Makale özeti ve diğer detaylar.
Bu çalışmada; 12 Mart ve 12 Eylül askeri müdahale dönemlerindeki baskı ortamında uygulanan işkenceleri kurgusuna taşımış olan bazı romanlar karşılaştırmalı olarak analiz edilmiştir. İktidar ve ona karşı direnme pratikleri, toplumun ötekine bakışını anlamak ve bu yolla demokratik birlikteliğin önündeki engelleri görmek açısından önem taşımaktadır. Bu nedenle işkence anı, iktidar ve direniş cephelerinin birbirlerine olan duygu ve düşüncelerini, söz veya tavırla en açık biçimde ifade ettikleri bir diyalog anı olarak işaretlendi. Araştırmada işkenceyi iktidarla ilişkilendiren farklı yaklaşımlar kavramsal boyutu ile ortaya konduktan sonra ele alınan romanlar daha çok işkence anına odaklanarak analiz edilmiştir. Ayrıca kahramanın ve işkence uygulayanın duygu durumları, yazarın işkenceye yaklaşımlarını da içine alacak biçimde zaman zaman karşılaştırmalar yaparak değerlendirilmiştir. Çalışmada; 12 Mart dönemi işkencelerini konu alan romanların, işkencenin kendisini bir insan hakkı ihlali olarak sorgulamaktan çok, mutlak kötü karşısında mağduriyetten doğan kahramanlığa övgüyü barındıran tek tip bir dili benimsediği görülmüştür. 12 Eylül sonrası yazılan romanlar ise, hem toplumsal yapıdaki değişim hem de daha farklı kesimlerin aynı mağduriyeti yaşamış olması nedeniyle farklı bakış açılarını içinde barındırmaktadır. Siyasi, felsefi, sosyolojik ve psikolojik derinliği barındıran farklı anlatı dilleriyle, hem kendini hem de ötekini anlamaya yönelen sorgulayıcı bir yapıya bürünmüşlerdir. Ancak 12 Eylül’ü konu alan romanlarda, farklı gerekçelerle de olsa, daima bir hayal kırıklığı kendini hissettirmektedir.

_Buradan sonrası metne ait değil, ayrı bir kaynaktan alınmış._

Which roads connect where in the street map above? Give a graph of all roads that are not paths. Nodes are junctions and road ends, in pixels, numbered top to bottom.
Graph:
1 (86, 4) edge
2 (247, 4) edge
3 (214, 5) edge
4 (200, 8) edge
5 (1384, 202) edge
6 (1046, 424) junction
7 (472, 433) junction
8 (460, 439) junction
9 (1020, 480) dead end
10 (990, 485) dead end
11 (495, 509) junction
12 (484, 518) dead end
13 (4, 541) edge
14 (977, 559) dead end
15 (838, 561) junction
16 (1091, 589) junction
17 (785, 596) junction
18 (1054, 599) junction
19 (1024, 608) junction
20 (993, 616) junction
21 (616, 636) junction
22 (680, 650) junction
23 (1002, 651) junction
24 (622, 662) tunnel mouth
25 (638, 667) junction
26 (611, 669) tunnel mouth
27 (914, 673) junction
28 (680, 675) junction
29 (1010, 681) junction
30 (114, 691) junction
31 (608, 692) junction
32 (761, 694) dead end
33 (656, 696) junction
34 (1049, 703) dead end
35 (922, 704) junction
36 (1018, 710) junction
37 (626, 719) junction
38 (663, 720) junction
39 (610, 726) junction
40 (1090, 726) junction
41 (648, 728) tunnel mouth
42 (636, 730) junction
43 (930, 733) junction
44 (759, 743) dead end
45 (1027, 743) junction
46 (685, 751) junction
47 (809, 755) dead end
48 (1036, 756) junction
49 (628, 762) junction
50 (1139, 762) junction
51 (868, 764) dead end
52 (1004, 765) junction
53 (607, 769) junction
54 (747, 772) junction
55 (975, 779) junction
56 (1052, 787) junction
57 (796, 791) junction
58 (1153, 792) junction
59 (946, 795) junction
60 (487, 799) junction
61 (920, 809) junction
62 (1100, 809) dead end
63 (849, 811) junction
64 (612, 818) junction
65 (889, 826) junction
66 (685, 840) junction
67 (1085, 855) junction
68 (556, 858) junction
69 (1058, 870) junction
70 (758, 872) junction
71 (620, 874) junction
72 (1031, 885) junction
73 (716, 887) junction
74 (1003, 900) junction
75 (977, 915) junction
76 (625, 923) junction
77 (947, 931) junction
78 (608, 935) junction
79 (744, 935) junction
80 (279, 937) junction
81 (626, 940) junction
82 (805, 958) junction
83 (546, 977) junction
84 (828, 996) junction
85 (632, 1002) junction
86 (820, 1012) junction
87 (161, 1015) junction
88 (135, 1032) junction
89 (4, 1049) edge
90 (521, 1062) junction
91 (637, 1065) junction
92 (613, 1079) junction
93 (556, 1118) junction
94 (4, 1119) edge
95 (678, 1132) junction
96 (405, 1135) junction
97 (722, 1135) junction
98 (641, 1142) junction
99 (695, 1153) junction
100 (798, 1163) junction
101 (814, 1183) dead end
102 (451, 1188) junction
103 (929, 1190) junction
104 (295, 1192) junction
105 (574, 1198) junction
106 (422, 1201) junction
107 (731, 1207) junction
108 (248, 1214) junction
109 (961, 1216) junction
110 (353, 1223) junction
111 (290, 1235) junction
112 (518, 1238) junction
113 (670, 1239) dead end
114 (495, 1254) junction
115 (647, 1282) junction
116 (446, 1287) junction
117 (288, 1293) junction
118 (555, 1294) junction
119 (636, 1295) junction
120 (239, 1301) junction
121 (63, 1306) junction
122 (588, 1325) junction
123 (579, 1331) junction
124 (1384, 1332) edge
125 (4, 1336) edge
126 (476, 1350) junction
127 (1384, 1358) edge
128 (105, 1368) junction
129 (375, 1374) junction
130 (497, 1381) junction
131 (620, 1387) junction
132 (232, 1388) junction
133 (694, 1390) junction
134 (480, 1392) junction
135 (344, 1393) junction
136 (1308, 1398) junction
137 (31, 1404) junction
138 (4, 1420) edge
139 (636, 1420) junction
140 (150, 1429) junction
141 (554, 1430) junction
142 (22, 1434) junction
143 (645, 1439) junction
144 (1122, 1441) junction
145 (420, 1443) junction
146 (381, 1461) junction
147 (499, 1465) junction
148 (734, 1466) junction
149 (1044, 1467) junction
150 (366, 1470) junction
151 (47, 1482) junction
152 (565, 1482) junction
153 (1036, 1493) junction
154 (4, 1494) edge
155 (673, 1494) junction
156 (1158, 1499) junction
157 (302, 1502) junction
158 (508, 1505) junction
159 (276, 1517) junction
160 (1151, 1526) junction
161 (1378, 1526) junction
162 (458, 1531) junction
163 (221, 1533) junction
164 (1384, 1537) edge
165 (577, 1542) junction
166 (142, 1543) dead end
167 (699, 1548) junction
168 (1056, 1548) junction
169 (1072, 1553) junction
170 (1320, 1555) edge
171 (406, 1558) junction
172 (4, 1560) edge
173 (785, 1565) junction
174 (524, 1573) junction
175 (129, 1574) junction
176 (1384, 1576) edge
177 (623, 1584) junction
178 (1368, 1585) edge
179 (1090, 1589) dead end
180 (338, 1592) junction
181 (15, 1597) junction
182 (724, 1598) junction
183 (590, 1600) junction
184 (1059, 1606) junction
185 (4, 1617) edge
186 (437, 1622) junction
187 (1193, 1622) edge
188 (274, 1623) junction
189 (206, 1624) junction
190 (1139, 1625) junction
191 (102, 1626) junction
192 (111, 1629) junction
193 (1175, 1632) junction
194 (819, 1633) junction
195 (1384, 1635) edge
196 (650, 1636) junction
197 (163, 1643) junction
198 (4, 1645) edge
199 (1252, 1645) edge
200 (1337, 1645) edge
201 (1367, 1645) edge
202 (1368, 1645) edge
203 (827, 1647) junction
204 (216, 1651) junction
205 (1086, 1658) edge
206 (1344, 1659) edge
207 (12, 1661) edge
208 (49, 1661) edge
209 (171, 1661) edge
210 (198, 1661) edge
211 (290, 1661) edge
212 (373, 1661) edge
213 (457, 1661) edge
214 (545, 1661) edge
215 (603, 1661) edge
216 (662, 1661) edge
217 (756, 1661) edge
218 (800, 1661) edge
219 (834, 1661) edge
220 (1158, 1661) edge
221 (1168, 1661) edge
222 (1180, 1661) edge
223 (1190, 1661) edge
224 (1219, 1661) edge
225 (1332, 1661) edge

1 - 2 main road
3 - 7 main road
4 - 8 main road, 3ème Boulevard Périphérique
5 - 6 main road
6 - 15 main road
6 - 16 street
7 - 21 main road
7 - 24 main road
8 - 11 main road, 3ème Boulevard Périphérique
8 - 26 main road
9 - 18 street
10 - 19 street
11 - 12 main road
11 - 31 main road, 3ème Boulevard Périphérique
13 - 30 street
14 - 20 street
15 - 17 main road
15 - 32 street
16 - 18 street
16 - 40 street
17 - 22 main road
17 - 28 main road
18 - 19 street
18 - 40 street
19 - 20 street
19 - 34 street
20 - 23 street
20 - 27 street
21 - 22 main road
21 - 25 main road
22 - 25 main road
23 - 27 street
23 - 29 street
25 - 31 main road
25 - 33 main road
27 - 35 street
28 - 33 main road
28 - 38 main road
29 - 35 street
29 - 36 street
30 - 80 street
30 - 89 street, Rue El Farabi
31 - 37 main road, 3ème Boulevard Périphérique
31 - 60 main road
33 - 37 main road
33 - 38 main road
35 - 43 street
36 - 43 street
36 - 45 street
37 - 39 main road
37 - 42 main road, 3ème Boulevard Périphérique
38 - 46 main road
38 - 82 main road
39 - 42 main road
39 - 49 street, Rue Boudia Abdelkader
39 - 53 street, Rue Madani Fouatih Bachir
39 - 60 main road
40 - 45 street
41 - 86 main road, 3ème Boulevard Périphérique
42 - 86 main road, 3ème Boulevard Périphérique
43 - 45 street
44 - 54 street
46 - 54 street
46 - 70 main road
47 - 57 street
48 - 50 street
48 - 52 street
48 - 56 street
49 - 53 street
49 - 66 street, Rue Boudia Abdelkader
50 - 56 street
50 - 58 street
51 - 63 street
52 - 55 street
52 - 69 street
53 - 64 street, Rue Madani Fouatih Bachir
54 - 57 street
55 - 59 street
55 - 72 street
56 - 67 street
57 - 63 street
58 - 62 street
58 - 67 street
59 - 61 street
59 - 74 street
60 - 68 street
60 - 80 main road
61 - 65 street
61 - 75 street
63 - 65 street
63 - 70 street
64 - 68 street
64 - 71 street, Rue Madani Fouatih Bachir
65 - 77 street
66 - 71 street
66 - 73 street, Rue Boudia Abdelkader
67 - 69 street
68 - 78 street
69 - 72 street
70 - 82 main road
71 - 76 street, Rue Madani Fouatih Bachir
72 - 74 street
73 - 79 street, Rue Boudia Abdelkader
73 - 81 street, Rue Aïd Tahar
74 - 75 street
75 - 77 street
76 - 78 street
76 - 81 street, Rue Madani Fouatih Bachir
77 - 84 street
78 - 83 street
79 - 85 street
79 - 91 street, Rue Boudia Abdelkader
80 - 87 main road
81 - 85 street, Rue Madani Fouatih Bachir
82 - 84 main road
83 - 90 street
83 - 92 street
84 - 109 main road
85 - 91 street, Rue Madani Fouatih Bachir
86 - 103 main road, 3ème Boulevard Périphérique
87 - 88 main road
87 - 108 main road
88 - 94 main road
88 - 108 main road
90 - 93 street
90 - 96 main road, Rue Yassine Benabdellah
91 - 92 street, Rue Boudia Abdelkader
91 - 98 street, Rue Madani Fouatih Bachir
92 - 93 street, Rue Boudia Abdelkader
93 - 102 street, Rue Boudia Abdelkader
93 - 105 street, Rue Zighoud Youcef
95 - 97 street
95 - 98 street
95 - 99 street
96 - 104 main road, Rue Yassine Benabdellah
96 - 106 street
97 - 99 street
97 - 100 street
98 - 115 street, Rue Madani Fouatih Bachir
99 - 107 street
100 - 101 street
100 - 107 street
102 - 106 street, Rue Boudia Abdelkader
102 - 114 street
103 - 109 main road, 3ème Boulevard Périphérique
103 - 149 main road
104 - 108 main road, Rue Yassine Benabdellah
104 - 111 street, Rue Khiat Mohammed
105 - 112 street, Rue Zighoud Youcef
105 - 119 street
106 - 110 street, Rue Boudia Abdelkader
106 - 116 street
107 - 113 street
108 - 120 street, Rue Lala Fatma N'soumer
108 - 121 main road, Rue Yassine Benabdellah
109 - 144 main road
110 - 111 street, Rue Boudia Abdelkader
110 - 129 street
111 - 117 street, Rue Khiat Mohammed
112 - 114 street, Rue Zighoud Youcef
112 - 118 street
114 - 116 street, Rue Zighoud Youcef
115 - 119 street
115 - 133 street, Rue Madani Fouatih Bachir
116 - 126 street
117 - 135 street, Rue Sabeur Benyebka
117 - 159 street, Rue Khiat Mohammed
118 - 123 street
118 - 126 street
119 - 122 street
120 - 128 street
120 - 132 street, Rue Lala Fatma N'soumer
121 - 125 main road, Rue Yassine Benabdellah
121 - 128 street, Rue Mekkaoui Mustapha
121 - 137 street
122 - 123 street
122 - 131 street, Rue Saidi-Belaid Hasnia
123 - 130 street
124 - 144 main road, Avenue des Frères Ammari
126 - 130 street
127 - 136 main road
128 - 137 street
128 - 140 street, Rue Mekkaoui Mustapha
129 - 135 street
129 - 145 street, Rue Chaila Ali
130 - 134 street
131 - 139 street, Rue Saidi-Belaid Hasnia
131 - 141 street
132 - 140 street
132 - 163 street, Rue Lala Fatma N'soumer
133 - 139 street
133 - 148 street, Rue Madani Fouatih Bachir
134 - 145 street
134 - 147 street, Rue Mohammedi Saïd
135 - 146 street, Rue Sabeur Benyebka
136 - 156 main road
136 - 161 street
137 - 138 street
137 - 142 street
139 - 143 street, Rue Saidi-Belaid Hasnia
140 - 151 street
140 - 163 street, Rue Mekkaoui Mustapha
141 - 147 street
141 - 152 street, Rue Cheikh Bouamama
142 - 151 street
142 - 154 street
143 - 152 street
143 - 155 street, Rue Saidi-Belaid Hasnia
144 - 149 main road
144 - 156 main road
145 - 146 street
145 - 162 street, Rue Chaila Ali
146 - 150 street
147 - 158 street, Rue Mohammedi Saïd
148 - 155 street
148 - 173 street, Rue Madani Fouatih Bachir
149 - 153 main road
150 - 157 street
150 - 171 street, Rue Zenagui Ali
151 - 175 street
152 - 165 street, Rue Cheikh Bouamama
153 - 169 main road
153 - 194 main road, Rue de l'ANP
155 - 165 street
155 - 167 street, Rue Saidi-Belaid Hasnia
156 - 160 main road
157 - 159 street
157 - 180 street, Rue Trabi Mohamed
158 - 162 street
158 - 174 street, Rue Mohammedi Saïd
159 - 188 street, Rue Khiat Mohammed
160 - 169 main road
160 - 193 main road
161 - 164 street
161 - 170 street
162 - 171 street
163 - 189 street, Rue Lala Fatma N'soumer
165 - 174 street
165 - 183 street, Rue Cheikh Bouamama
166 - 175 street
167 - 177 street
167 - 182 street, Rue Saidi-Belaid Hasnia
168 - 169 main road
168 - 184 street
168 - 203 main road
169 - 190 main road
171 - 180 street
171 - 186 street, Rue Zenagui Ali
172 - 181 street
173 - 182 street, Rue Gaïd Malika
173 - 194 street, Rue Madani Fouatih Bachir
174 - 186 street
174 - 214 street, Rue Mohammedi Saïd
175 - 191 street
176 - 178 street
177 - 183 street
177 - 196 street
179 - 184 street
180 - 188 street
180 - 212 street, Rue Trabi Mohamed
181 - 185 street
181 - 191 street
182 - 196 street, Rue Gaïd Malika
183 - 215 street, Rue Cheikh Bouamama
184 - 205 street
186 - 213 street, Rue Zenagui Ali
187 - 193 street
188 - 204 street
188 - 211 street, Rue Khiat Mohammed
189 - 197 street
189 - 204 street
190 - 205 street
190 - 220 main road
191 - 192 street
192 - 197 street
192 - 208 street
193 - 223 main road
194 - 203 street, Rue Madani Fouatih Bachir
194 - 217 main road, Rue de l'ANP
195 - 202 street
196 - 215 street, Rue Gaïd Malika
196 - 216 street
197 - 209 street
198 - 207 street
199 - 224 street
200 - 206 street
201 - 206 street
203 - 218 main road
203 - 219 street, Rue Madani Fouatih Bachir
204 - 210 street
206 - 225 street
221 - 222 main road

In this study, a comparative analysis is made of several novels which have fictionalised the torture carried out during the military interventions of 12th March and 12th September. The ruling power and resistance movements against it are of importance in terms of understanding the other views of society and thus seeing the barriers to democratic coexistence. Therefore, we have indicated as a moment of dialogue with words and attitudes which most clearly express the feelings and thoughts of tyranny and pockets of resistance at the moment of torture. In the study, the different approaches which were referred the torture to the power, were suggested by their conceptual dimensions. Afterwards, the novels handled were analised by focusing on the time of the torture. In addition emotional situations of the protagonist and the torturer were evaluated by making comparisons every now and then and also including the author’s perspective to the torture. In the study of novels on the subject of torture in the 12th March period, the torture itself is seen not so much as an interrogation as a violation of human rights, but rather is espoused in a single type of language as praise to heroism born from the sufferings against absolute evil. Whereas in post 12th September novels, different viewpoints are adopted due to both the changes in the structure of society and different sections of society having experienced the same suffering. Different languages exploring political, philosophical sociological and psychological depths, which are directed both at self and others, enclose the interrogator in a structure. However, the novels dealing with the subject of 12th September, albeit for different reasons, always give a feeling of disappointment.